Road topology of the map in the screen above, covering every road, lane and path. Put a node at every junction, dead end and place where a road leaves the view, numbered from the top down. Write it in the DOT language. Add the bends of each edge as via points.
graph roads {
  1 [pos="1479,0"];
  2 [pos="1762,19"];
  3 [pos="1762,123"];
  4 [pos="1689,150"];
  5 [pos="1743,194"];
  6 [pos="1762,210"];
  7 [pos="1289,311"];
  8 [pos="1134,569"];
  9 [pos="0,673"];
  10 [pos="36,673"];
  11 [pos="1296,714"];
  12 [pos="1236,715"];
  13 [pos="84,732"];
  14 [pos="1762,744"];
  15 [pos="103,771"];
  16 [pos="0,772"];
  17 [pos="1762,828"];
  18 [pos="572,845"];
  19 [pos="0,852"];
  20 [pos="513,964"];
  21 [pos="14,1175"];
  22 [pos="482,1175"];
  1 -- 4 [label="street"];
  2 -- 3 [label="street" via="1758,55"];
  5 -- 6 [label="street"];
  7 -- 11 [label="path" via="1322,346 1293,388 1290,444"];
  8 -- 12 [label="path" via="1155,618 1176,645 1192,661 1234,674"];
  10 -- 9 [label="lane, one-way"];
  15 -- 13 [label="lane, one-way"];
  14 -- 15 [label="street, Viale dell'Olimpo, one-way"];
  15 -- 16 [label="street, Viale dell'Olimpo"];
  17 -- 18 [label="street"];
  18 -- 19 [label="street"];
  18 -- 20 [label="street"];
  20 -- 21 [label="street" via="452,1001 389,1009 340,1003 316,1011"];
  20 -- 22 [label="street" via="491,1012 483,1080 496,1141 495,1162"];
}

Problem details -
Every entry should be transcribed exactly, with nothing omitted.

Output of the task -
Road topology of the map in the screen above, covering every road, lane and path. Put a node at every junction, dead end and place where a road leaves the view, numbered from the top down. Write it in the DOT language. Add the bends of each edge as via points.
graph roads {
  1 [pos="1479,0"];
  2 [pos="1762,19"];
  3 [pos="1762,123"];
  4 [pos="1689,150"];
  5 [pos="1743,194"];
  6 [pos="1762,210"];
  7 [pos="1289,311"];
  8 [pos="1134,569"];
  9 [pos="0,673"];
  10 [pos="36,673"];
  11 [pos="1296,714"];
  12 [pos="1236,715"];
  13 [pos="84,732"];
  14 [pos="1762,744"];
  15 [pos="103,771"];
  16 [pos="0,772"];
  17 [pos="1762,828"];
  18 [pos="572,845"];
  19 [pos="0,852"];
  20 [pos="513,964"];
  21 [pos="14,1175"];
  22 [pos="482,1175"];
  1 -- 4 [label="street"];
  2 -- 3 [label="street" via="1758,55"];
  5 -- 6 [label="street"];
  7 -- 11 [label="path" via="1322,346 1293,388 1290,444"];
  8 -- 12 [label="path" via="1155,618 1176,645 1192,661 1234,674"];
  10 -- 9 [label="lane, one-way"];
  15 -- 13 [label="lane, one-way"];
  14 -- 15 [label="street, Viale dell'Olimpo, one-way"];
  15 -- 16 [label="street, Viale dell'Olimpo"];
  17 -- 18 [label="street"];
  18 -- 19 [label="street"];
  18 -- 20 [label="street"];
  20 -- 21 [label="street" via="452,1001 389,1009 340,1003 316,1011"];
  20 -- 22 [label="street" via="491,1012 483,1080 496,1141 495,1162"];
}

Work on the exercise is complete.